Menurutnya, setiap rencana penertiban atau pemindahan sekalipun harusnya dilakukan pemberitahuan dan sosialisasi. ”Kami tidak tahu dan tahunya hanya dari informasi yang berseliweran dari masyarakat bahwa kami mau ditertibkan,” ujar pedagang eks Taman Kota yang sudah berjualan sejak tahun 2008 ini.
Kendati demikian, dia menegaskan, tidak ada niat ingin menentang aturan pemerintah daerah. Dirinya pun siap dipindahkan asalkan diberikan tempat yang layak. ”Kami ini dukung saja apa pun program pemerintah, tetapi harus disertai solusi. Saya mau saja pindah asalkan diberikan tempat yang layak, jangan di dalam,” ucapnya.
Dia mengaku tak ingin ditempatkan di dalam bangunan karena berdagang stiker. ”Kami tidak cocok ditempatkan di dalam kios bangunan, karena kami langsung menangani stiker kendaraan motor dan mobil milik pelanggan.

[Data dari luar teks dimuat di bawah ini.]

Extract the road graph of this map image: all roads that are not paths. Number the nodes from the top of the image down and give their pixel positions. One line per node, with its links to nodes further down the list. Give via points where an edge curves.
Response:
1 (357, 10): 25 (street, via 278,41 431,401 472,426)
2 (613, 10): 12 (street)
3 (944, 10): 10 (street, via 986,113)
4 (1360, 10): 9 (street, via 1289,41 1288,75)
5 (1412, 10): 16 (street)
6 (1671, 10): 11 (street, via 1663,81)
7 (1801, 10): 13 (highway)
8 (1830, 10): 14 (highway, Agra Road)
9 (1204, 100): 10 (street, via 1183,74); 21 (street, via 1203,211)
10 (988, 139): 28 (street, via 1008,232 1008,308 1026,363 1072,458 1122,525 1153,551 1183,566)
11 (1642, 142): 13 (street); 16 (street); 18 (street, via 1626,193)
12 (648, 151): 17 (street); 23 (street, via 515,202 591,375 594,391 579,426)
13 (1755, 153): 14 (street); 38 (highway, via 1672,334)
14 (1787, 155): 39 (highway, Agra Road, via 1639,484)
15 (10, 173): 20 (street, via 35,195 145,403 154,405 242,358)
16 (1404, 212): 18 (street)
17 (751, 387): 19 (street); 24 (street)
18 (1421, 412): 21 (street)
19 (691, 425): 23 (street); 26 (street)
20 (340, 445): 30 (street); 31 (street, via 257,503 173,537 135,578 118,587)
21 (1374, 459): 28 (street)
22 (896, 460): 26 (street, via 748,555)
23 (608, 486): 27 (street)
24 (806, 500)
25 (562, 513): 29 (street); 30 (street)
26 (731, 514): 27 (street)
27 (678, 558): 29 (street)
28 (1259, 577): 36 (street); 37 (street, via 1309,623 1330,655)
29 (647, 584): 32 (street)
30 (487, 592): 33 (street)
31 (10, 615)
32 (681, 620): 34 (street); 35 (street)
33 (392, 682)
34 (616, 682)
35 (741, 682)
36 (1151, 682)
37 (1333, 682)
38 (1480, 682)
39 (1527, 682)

Di pinggir jalan seperti ini memang tempat yang tepat. Tidak mungkin kendaraan orang kami masukkan dalam kios, kecuali kiosnya di lantai dasar dan area depan,” ujarnya.
Tak adanya pemberitahuan atau sosialisasi juga diungkap pedagang lainnya. Namun, dia meminta namanya tak disebutkan. ”Belum tahu akan ditertibkan. Memang dua minggu lalu ada pegawai pemerintah yang minta KK ke saya dan saya beri. Tetapi tujuannya untuk apa tak jelas, karena tak diberi tahu,” ujarnya.
Meski demikian, apabila Pemkab akan melakukan penertiban, dia siap. Namun, dia juga ingin memastikan semua pedagang mendapatkan tempat yang layak, sesuai dengan jenis usaha dagangnya.
”Kalau rencana pemerintah untuk merapikan, menertibkan atau memindahkan kami siap saja. Tetapi pemerintah pastikan dulu kami ini diberikan tempat yang layak. Kalau kami tidak dapat tempat, jangan salahkan kalau kerjaan kami ngawur,” ujarnya, seraya menegaskan, pihaknya akan nekat berjualan di trotoar, pinggir jalan, atau area yang dilarang lainnya demi mencari penghasilan jika tempat yang disediakan tak layak.
”Saya ini korban. Pedagang taman yang dipindahkan. Sekali pemerintah memindahkan, ternyata kami malah tak dapat tempat. Saya tidak mau ini terulang lagi. Saya juga punya anak istri yang harus makan. Harus dinafkahi,” ujar pedagang eks Taman Kota yang telah berjualan sejak tahun 2002 ini.
Dia mengaku lapak yang ditempati sekarang harus membayar kepada seseorang. Pihak yang memungut itu bukan pegawai pemerintah dan ditarik bayaran sebesar Rp 750 ribu per bulan. Selain itu, dia juga harus membayar lapak semi permanen sebesar Rp 4 juta yang telah dibelinya oleh pedagang yang sebelumnya.
Dia dan pedagang lainnya juga membayar tagihan lainnya seperti biaya bayar listrik untuk lampu penerangan sebesar Rp 8 ribu per hari, petugas kebersihan Rp 2 ribu per hari, dan petugas keamanan seribu per hari.
”Petugas keamanan juga jarang stanby tetapi kami dituntut bayar. Pedagang di pasar ini juga sering kecolongan, seperti piring, elpiji, dan kompor gas ada yang mencurinya,” ujarnya.
Apabila Pemkab Kotim berencana memindahkan pedagang, dia tidak menjamin pemerintah benar-benar adil menentukan kios di mana pedagang ditempatkan. Pasalnya, dia mengaku hampir seluruh kios yang berada di lantai dua ludes terjual habis oleh oknum pegawai Pemkab Kotim.
”Lantai dua itu sudah habis dijual oknum pemerintah ke pedagang dan yang tersisa hanya di lantai dasar,” ujarnya.